About the Virtual User Authentication Provider

You use the Virtual User Authentication provider as part of the overall capability supported in WebLogic Server to authenticate users who are not defined in the identity store with which the security realm is configured. Instead, you create a virtual user whose identity is based on select attributes contained in an X.509 certificate, such as in the Subject DN.

For complete details about configuring and using virtual user authentication in a WebLogic domain, see Authenticating a User Not Defined in the Identity Store.

Note:

Virtual user authentication is supported only on network ports that are configured for 2-way SSL, with listening servlets using CLIENT-CERT authentication.

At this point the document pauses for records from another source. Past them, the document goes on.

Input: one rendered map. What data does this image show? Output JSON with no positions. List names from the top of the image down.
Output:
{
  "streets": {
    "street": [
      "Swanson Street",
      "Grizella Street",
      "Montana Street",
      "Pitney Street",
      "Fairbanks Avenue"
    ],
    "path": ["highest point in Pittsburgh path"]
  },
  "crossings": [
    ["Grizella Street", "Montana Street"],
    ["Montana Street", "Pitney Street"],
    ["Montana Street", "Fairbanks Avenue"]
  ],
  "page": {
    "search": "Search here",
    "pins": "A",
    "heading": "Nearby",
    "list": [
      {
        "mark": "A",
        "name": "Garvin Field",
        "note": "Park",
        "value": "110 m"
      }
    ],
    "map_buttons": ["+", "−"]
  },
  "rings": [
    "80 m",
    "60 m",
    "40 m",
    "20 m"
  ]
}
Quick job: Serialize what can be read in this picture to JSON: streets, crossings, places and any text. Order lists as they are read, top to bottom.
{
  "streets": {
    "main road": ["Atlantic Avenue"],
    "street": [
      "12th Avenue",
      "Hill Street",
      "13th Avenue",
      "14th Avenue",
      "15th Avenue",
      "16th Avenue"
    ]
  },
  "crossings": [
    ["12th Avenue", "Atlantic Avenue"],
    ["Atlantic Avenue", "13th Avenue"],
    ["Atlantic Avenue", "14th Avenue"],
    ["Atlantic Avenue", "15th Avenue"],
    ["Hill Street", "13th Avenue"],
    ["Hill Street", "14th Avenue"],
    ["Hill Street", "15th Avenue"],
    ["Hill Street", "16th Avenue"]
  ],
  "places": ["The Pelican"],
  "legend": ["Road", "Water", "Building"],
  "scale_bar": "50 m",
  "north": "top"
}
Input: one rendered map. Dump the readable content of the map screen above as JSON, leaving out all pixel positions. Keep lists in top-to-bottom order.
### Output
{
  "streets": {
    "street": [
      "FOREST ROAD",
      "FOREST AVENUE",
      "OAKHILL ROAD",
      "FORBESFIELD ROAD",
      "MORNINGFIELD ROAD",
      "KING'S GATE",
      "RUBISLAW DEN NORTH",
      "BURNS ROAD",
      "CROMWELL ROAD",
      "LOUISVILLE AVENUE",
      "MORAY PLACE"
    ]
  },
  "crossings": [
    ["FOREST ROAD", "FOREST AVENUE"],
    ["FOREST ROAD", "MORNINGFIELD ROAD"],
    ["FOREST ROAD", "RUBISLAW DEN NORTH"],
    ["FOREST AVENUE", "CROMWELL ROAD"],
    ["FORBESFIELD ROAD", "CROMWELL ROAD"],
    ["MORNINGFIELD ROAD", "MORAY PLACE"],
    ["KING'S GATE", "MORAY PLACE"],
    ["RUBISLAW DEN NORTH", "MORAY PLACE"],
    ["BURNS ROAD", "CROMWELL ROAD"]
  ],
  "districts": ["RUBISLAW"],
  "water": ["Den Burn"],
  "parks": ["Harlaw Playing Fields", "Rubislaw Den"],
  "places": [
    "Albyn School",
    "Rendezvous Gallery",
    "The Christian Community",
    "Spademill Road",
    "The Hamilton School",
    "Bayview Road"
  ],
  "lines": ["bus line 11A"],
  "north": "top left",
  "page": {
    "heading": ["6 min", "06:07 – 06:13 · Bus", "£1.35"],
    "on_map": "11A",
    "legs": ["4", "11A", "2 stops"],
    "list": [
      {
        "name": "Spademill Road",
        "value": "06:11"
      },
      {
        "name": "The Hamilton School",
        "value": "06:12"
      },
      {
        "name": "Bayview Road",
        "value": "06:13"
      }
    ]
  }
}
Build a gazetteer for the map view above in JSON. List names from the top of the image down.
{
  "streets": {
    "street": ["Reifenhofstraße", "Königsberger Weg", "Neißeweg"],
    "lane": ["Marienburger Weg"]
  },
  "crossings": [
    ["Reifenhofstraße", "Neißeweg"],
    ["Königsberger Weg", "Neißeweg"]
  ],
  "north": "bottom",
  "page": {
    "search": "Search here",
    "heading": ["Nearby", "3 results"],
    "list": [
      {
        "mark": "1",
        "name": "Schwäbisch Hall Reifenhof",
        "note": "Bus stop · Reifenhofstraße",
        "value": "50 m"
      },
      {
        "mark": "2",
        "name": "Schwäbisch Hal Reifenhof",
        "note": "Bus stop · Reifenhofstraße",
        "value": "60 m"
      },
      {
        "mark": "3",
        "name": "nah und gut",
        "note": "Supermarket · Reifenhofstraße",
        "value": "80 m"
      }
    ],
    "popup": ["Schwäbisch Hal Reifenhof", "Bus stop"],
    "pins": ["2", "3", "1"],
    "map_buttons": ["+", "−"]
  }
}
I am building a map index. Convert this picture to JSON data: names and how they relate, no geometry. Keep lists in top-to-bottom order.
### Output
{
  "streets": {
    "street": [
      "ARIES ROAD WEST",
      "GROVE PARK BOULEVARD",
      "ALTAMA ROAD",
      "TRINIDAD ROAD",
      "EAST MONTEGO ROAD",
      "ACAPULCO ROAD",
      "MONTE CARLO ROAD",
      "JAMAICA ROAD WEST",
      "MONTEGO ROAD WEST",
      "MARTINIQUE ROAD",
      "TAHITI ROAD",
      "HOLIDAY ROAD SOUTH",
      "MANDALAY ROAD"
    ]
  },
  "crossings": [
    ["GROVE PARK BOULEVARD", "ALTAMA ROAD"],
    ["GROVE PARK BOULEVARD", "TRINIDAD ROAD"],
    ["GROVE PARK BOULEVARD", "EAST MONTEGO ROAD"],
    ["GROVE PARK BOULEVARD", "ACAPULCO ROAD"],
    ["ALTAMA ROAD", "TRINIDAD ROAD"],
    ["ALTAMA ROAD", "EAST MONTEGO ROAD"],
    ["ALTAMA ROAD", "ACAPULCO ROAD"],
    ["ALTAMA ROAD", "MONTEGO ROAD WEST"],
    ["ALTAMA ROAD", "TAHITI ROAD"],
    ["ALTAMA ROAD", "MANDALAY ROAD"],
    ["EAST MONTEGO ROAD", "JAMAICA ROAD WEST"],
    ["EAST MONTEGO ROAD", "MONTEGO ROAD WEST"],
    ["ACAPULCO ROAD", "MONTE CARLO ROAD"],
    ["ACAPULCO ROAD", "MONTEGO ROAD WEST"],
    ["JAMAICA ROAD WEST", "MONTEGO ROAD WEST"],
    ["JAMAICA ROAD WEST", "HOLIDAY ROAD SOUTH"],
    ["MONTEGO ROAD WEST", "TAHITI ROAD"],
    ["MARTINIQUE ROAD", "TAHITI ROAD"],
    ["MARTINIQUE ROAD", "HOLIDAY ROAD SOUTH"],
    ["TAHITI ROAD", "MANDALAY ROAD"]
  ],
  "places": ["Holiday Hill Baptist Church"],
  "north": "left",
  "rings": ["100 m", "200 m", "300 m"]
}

Virtual user authentication is not supported in topologies where:

• SSL terminates at a front-end proxy

• Requests are forwarded to a WebLogic Server instance in which SSL has not been enabled

Adding the Virtual User Authentication Provider to the Security Realm

To add the Virtual User Authentication provider to the security realm using the WebLogic Server Administration Console, complete the following steps:

1. Select realm-name > Configuration > Providers > Authentication, and select New.
2. In the Create a New Authentication Provider page, enter a name for the provider, select VirtualUserAuthenticator in Type, and click OK.
3. Re-order the authentication providers so that the Virtual User Authentication provider is listed first. For information, see "Re-order Authentication providers" in Oracle WebLogic Server Administration Console Online Help.
4. Select the Virtual User Authentication provider, and in the Configuration > Common page, select SUFFICIENT in the Control Flag field.
5. Click Save.
6. Restart WebLogic Server to have the changes take effect.